In JRuby, classes are created in the static newClass method. As all classes inherit directly from another class or the Object class, the interpreter calls newSubClass on the “superclass to be” to actually generate the class…

Importantly, makeMetaClass is called immediately after the new class’s instantiation to create the Metaclass of the new class. As this method is being called from the new class’s super class, the first parameter passed to makeMetaClass, getMetaClass refers to the class of the new class’s super class. In other words, the “The superclass of the Metaclass is the Metaclass of the superclass.”

I encourage you to crack open the JRuby source yourself and take a look around. This post is accurate as of JRuby 1.1. The JRuby folks have lots of big and exciting changes coming down the pipeline with regards to the internal representation of classes. Thanks to Ola Bini for being good enough to answer some of my JRuby questions and to the entire JRuby team for gifting us with their work.

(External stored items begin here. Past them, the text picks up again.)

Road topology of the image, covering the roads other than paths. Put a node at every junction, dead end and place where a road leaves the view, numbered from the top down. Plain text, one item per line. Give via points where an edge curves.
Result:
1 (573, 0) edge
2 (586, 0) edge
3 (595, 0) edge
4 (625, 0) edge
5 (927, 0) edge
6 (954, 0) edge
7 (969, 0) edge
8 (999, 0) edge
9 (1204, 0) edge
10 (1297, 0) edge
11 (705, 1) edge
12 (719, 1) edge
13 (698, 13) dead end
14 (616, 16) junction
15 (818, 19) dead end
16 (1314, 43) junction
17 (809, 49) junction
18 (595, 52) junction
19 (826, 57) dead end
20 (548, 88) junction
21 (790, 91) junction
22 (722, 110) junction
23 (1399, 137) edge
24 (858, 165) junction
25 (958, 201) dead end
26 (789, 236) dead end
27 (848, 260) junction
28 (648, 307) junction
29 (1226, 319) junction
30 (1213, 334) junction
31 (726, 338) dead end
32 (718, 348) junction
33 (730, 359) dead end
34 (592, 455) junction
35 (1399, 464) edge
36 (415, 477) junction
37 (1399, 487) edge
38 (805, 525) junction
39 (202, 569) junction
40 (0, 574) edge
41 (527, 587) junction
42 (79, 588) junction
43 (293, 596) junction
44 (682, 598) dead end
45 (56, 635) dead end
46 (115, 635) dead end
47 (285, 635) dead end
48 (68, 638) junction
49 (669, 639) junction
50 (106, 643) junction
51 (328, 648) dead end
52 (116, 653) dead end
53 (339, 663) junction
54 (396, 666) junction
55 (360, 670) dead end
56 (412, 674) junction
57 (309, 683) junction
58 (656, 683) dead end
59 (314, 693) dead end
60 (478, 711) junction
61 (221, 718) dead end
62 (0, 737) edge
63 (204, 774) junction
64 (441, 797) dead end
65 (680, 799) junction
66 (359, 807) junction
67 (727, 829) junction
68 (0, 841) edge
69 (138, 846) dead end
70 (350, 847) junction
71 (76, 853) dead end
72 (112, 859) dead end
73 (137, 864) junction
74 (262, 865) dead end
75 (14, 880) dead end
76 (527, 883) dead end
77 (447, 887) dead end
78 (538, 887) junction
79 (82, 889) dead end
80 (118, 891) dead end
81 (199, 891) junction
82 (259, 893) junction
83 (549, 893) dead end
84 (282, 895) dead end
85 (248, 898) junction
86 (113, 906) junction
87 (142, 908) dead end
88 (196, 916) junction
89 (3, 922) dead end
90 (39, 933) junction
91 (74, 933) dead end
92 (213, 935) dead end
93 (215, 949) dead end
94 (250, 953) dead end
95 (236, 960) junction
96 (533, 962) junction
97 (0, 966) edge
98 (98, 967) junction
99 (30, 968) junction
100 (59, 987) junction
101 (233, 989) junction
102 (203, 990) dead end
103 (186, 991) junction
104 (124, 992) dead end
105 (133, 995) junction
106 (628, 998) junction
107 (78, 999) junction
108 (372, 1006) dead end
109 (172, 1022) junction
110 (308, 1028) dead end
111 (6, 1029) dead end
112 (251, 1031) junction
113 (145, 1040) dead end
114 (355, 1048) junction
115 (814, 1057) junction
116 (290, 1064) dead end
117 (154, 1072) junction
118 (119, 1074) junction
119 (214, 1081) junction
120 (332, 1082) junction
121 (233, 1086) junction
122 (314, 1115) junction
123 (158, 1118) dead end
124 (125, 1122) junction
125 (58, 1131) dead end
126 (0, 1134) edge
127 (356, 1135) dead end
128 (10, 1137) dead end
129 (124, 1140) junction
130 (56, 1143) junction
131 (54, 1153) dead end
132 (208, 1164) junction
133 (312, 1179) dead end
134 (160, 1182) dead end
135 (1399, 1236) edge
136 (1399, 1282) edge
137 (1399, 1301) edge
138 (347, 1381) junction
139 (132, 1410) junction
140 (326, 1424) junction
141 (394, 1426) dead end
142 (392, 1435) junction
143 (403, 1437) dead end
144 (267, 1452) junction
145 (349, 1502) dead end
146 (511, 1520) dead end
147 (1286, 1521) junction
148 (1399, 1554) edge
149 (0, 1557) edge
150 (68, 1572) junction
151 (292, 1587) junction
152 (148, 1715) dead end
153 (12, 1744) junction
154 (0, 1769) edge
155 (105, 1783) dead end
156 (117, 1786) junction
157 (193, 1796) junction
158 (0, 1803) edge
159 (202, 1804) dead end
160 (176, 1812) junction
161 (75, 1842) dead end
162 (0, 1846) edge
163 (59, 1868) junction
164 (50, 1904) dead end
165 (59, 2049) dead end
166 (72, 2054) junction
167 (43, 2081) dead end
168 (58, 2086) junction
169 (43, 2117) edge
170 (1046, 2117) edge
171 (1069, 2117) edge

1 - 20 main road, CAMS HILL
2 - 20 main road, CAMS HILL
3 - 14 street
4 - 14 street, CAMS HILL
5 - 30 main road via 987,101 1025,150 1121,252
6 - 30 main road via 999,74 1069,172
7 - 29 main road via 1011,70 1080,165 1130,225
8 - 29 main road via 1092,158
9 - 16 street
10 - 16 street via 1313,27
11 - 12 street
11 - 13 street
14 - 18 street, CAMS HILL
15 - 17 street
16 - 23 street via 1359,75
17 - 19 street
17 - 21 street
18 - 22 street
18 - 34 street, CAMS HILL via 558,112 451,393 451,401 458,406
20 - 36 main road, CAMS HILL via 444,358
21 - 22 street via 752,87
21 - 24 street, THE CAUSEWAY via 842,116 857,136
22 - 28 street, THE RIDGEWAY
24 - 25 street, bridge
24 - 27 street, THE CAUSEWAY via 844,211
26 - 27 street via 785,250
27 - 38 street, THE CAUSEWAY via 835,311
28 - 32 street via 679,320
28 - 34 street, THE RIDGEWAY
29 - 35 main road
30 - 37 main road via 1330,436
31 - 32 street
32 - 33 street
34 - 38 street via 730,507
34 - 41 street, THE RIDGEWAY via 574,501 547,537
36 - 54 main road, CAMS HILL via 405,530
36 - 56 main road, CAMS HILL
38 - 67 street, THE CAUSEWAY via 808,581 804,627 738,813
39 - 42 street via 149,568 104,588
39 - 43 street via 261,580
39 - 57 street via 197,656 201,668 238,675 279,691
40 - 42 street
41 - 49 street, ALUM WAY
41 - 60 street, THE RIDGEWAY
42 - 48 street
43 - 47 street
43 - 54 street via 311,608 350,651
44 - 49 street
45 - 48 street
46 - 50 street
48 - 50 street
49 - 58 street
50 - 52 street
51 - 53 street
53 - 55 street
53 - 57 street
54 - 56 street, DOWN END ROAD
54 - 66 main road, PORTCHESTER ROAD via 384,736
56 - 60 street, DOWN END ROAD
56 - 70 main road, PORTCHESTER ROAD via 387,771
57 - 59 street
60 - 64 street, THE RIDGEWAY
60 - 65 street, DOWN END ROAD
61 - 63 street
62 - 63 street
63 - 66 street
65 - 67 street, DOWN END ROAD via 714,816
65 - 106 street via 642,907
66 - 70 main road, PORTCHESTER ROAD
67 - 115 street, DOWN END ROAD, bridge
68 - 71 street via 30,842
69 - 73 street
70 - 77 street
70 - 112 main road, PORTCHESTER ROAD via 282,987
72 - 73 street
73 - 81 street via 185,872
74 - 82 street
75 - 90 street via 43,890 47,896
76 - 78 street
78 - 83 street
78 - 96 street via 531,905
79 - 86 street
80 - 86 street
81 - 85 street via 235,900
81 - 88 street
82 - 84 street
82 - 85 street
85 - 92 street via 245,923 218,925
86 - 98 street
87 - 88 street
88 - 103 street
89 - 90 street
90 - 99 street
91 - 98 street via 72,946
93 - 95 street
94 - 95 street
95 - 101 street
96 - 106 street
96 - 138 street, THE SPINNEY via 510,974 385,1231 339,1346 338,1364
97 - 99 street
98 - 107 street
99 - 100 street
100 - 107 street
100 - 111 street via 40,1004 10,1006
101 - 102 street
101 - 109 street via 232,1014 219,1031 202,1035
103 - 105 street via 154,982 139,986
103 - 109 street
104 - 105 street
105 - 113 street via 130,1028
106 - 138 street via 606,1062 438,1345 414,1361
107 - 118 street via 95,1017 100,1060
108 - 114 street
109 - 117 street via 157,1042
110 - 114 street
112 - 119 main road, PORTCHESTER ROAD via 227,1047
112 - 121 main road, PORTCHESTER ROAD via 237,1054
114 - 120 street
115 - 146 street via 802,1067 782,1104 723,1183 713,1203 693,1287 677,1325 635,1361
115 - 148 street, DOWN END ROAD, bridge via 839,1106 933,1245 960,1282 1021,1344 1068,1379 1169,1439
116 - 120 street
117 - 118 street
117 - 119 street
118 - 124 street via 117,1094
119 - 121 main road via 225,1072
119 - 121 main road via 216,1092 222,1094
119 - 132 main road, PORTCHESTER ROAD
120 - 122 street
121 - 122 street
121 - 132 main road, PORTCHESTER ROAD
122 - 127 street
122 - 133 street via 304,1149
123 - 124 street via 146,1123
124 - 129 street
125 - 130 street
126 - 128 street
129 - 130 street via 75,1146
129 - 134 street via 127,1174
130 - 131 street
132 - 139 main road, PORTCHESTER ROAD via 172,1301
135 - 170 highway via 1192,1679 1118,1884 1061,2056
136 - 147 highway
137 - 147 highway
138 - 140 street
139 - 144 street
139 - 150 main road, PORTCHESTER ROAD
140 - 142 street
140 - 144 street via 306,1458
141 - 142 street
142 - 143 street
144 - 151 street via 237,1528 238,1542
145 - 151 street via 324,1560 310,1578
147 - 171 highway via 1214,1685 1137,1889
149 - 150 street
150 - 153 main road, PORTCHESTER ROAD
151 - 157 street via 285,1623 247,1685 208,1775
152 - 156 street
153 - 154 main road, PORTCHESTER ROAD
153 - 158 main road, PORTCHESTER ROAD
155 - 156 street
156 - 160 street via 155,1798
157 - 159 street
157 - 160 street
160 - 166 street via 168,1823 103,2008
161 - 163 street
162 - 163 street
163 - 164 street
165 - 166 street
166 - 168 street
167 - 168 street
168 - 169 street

3 Responses to “Objects, Classes, and JRuby Internals”

  1. John Hume

    In getSingletonClass, why does a RubyObject have to check the “metaClass’s” __attached__ instance variable to see if it’s attached to itself? What else could it be attached to?

  2. lopex

    Hi, we’ve been performing some major refactorings in JRuby code base lately. The trunk doesn’t use non-lookupable instance variables for __attached__, __classpath__ and __classid__ anymore, this allowed us to lazily create instance variable containers. The __attached__ is now a plain java field. Class construction path has also been heavily refactored for performance and no new Class class allocator instances are created now per new user class.

    John Hume: the __attached__ thing might be also a null, in general it acts as a back pointer in singleton class chain.

  3. pfarley

    Hi John,

    This gets a bit tricky.

    Suppose you add instance specific behavior to the pirate object. There now exists a Singelton class ‘pirate. A legitimate question is, “What is the class of ‘pirate?” If the world were sane the answer would be ”pirate, or Singleton class of the Singleton class of pirate. We know that ‘pirate’s super pointer points to Pirate, and, since ”pirate is a Metaclass (the class of the ‘pirate class), it’s super pointer should point to the Metaclass of ‘pirate’s super class. That would be ‘Pirate or Metaclass of Pirate. Another way to say this is, ” ‘pirate subclasses Pirate so ”pirate subclass ‘Pirate”. The __attached__ hack comes in because Ruby takes a shortcut. When it creates ‘pirate instead of setting it’s metaClass (or klass in MRI) to ”pirate, it sets it directly to ‘Pirate. This way method dispatch continues to work normally, and messages sent directly to ‘pirate (class methods) are matched against methods found in ‘Pirate. If you decide to define instance specific behavior on ‘pirate, the interpreter will grab the class of ‘pirate and find a Singleton class there, ‘Pirate, that is not attached to ‘pirate (it’s attached to the Pirate class), so the interpreter knows to create a new Metaclass, ”pirate, on the fly whose super pointer is ‘Pirate, and all is well in the world. The madness pretty much stops there. Ruby goes circular at that point, with the class of ”pirate being ”pirate. This happens in some code I elided from the makeMetaClass source in my post. It’s all pretty interesting, but so fringe that I don’t think it’s really worth people cooking their noodles over.

    //RubyObject:217
    if (this instanceof RubyClass && isSingleton()) { // could be pulled down to RubyClass in future
    klass.setMetaClass(klass);
    klass.setSuperClass(((RubyClass)this).getSuperClass().getRealClass().getMetaClass());
    } else {
    klass.setMetaClass(superClass.getRealClass().getMetaClass());
    }

    Hi Lopex,

    Will definitely spend some time looking about in trunk. Thanks for reading the blog and all your JRuby work. Can you tell me under what circumstances __attached__ is null?